**WHAT YOU NEED TO DO**
Filter the records below down to lines containing "edges".
====
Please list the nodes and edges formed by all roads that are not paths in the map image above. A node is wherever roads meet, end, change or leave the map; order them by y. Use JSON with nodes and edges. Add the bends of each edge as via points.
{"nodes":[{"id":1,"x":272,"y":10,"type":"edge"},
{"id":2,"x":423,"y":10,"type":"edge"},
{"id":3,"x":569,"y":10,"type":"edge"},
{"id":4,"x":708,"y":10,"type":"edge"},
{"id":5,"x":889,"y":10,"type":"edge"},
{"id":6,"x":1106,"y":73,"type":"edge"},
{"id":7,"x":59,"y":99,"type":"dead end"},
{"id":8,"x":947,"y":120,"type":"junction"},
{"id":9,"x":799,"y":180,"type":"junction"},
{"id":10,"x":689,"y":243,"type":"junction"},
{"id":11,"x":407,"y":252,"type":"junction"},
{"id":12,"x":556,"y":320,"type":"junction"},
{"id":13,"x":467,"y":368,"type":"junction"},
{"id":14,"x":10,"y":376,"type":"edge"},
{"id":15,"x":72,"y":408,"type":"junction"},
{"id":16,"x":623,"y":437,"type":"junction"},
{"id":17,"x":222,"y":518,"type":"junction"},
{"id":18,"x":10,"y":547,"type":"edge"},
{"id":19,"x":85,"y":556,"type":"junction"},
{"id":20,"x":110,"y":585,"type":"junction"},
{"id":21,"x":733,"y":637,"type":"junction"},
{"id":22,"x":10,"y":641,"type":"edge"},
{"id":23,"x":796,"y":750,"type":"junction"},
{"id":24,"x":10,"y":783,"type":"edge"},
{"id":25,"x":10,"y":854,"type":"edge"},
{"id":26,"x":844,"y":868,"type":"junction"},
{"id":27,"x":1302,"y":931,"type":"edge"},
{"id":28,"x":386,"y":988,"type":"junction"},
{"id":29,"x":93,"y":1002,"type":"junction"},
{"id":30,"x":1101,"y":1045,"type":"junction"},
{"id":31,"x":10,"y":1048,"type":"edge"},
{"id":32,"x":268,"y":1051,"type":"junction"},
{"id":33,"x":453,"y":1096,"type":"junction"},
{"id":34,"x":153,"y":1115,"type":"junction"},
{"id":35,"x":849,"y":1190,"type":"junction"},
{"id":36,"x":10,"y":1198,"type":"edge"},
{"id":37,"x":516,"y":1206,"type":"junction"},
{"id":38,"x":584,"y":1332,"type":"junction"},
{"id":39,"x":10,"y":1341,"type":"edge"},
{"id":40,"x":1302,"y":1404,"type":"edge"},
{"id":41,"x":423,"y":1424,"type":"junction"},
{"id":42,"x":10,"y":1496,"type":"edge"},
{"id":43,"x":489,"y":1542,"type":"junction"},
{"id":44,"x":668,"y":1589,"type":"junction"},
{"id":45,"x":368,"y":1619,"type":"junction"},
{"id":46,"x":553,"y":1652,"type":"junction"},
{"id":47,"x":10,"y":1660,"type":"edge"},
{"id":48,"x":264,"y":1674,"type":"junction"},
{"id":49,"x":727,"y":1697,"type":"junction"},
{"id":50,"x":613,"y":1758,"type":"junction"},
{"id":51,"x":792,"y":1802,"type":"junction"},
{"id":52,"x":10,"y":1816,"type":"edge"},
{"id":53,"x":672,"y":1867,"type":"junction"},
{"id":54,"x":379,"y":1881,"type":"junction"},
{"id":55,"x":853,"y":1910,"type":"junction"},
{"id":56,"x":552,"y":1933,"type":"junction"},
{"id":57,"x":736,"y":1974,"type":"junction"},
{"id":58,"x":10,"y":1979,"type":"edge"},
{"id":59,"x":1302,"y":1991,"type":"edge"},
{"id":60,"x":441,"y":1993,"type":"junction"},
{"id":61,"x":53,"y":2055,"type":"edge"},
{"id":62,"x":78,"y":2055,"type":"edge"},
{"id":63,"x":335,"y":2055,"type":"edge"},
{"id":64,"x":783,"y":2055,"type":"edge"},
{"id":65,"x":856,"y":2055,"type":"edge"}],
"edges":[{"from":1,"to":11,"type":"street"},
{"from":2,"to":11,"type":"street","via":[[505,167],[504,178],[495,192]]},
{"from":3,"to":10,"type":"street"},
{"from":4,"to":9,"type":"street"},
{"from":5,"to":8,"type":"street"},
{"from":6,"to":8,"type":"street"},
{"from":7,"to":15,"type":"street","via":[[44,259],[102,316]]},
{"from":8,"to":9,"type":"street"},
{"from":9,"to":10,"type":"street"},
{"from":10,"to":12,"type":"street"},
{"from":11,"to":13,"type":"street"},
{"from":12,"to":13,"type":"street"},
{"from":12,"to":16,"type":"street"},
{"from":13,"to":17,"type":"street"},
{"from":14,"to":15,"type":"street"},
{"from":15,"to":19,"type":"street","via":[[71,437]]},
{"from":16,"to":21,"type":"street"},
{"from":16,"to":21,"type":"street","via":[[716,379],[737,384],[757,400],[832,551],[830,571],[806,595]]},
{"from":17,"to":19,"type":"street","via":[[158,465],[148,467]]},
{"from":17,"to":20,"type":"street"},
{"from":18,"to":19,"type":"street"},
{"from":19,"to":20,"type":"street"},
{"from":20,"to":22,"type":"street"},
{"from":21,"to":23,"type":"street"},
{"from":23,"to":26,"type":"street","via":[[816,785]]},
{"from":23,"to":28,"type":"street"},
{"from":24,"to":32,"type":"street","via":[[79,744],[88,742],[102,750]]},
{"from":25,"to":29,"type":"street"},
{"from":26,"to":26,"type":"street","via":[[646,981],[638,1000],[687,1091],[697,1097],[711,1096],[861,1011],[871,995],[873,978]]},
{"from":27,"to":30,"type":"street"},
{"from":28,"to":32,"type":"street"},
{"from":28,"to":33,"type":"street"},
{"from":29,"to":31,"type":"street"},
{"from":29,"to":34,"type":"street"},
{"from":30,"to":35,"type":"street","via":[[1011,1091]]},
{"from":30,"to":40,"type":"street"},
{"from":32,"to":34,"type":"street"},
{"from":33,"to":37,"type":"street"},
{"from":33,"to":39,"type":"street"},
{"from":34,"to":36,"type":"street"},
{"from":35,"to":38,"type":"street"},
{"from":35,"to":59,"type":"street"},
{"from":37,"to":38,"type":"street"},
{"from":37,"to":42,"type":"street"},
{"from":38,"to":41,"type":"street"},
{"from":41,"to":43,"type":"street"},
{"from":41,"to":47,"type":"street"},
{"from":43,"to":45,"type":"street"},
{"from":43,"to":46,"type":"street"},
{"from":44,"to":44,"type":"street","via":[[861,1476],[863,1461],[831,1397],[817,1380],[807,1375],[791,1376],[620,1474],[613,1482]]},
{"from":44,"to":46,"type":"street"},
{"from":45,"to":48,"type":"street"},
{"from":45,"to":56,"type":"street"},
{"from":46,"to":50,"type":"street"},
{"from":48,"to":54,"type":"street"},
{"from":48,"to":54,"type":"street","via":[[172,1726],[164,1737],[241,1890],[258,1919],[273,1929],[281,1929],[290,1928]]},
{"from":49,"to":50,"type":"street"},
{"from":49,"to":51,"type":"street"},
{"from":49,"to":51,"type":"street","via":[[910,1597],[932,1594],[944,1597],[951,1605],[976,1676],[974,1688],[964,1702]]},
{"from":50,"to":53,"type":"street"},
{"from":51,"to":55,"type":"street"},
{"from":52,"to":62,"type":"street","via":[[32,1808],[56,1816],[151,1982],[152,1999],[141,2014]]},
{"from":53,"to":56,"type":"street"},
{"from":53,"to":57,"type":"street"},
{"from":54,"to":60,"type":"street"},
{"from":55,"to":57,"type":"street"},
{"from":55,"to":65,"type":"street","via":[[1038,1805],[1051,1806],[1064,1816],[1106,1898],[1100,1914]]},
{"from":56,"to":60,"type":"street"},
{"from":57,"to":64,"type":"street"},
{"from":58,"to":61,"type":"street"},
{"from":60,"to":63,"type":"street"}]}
====
**WRITTEN SOLUTION**
Please list the nodes and edges formed by all roads that are not paths in the map image above. A node is wherever roads meet, end, change or leave the map; order them by y. Use JSON with nodes and edges. Add the bends of each edge as via points.
"edges":[{"from":1,"to":11,"type":"street"},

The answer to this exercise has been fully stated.